====== MATERIALS PROVIDED ======
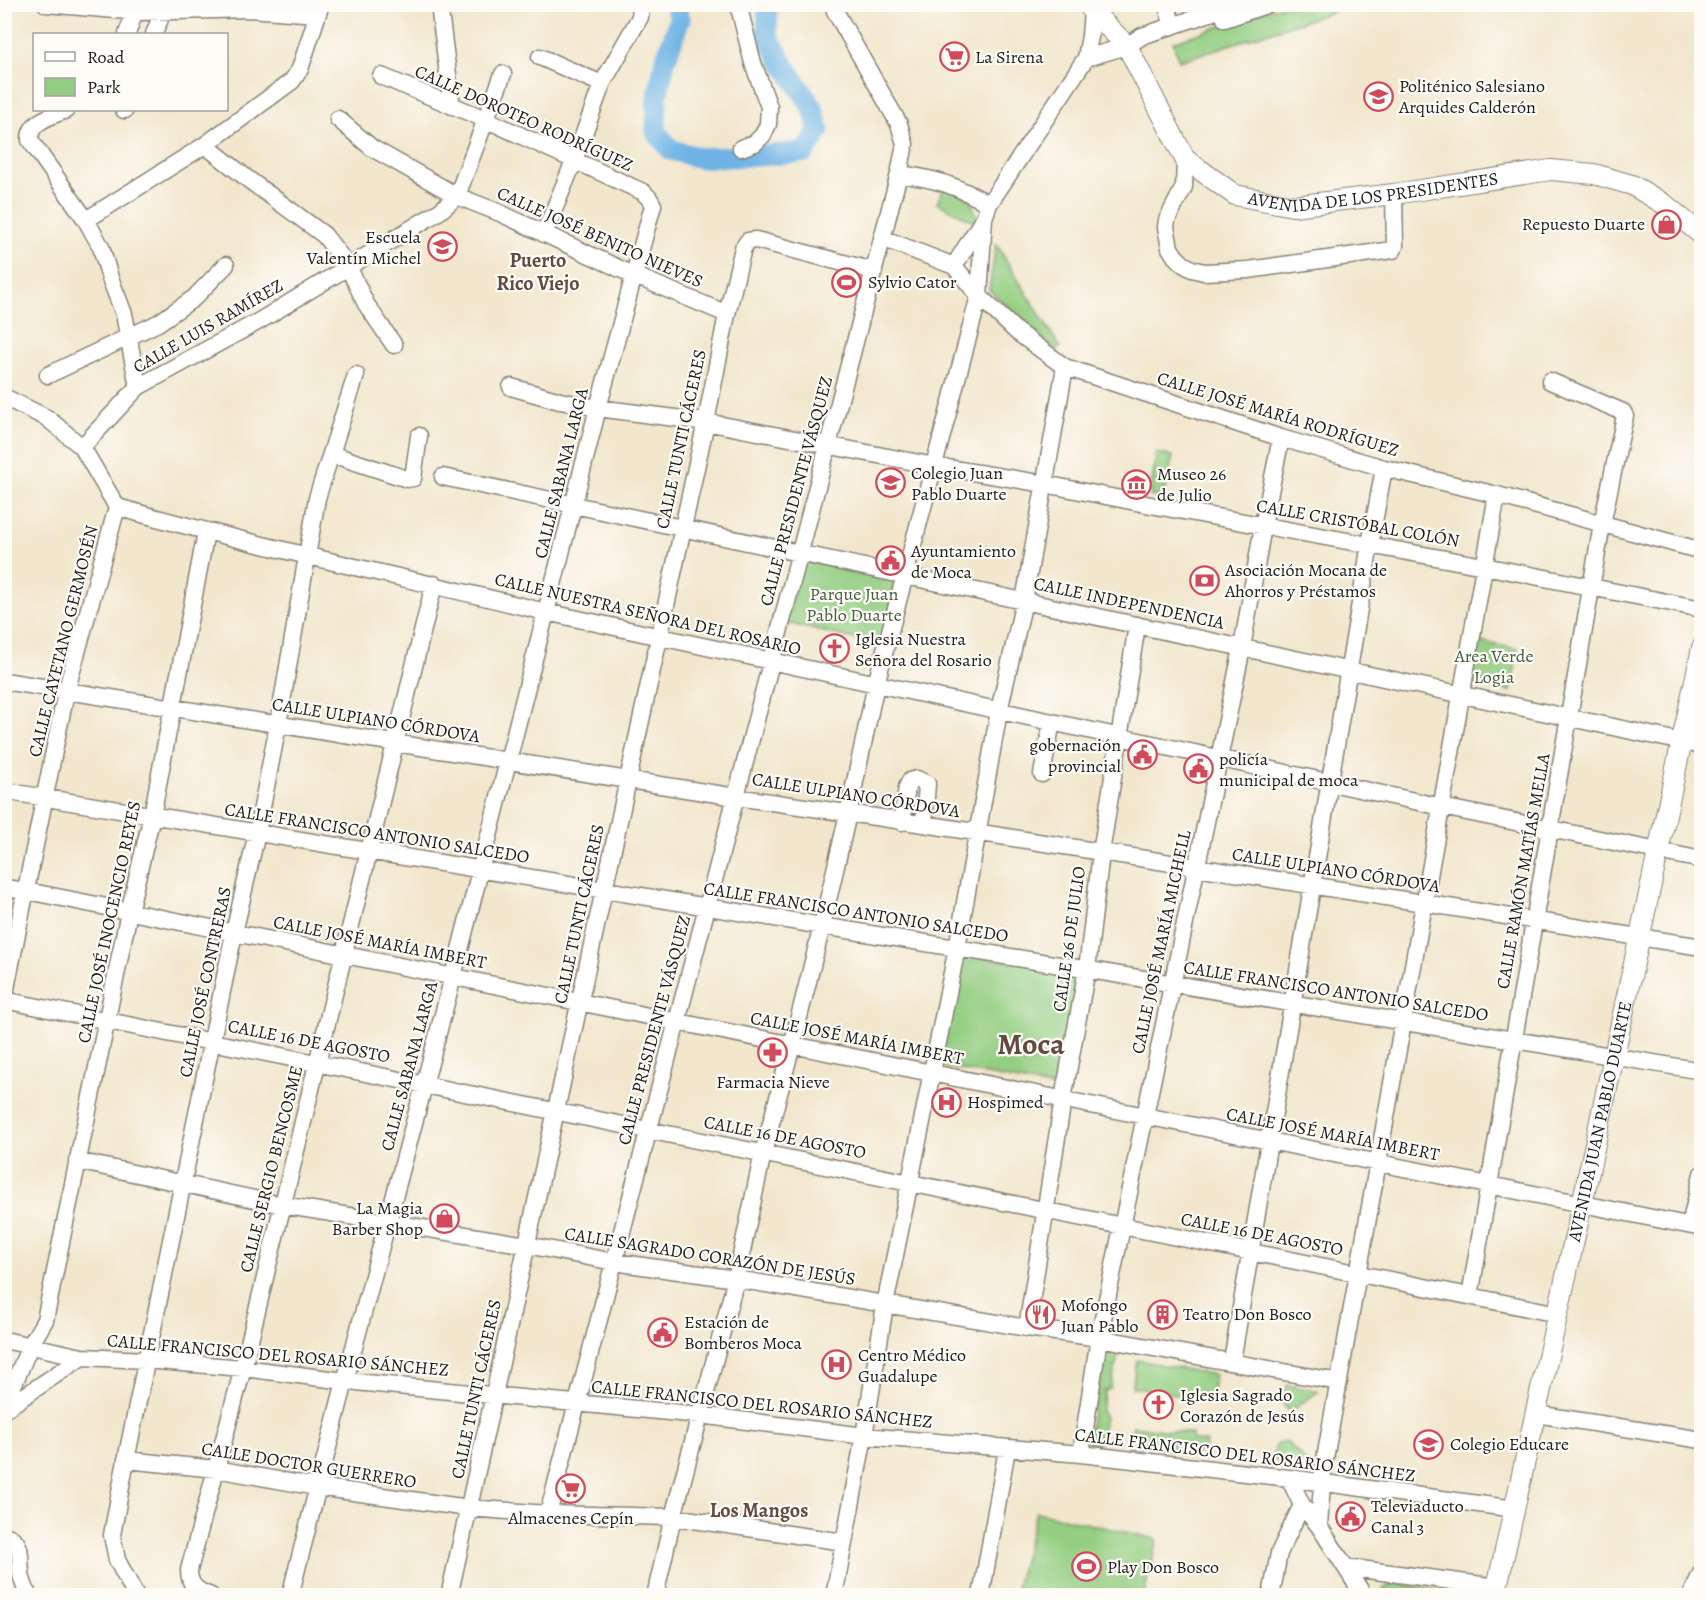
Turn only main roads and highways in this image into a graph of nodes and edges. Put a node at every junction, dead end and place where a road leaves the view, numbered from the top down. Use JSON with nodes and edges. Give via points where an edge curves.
{"nodes":[{"id":1,"x":1090,"y":8,"type":"edge"},
{"id":2,"x":1701,"y":235,"type":"edge"},
{"id":3,"x":1701,"y":648,"type":"edge"},
{"id":4,"x":1496,"y":1591,"type":"edge"}],
"edges":[{"from":1,"to":2,"type":"main road","name":"AVENIDA DE LOS PRESIDENTES","via":[[1127,46],[1185,159],[1235,195],[1293,206],[1551,170],[1594,174],[1632,184]]},
{"from":3,"to":4,"type":"main road","name":"AVENIDA JUAN PABLO DUARTE"}]}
======
WHAT YOU SHOULD DO = What the response needs is every entry, repeated exactly, and none of the pictures.

REPLY TO THE EXERCISE =
Turn only main roads and highways in this image into a graph of nodes and edges. Put a node at every junction, dead end and place where a road leaves the view, numbered from the top down. Use JSON with nodes and edges. Give via points where an edge curves.
{"nodes":[{"id":1,"x":1090,"y":8,"type":"edge"},
{"id":2,"x":1701,"y":235,"type":"edge"},
{"id":3,"x":1701,"y":648,"type":"edge"},
{"id":4,"x":1496,"y":1591,"type":"edge"}],
"edges":[{"from":1,"to":2,"type":"main road","name":"AVENIDA DE LOS PRESIDENTES","via":[[1127,46],[1185,159],[1235,195],[1293,206],[1551,170],[1594,174],[1632,184]]},
{"from":3,"to":4,"type":"main road","name":"AVENIDA JUAN PABLO DUARTE"}]}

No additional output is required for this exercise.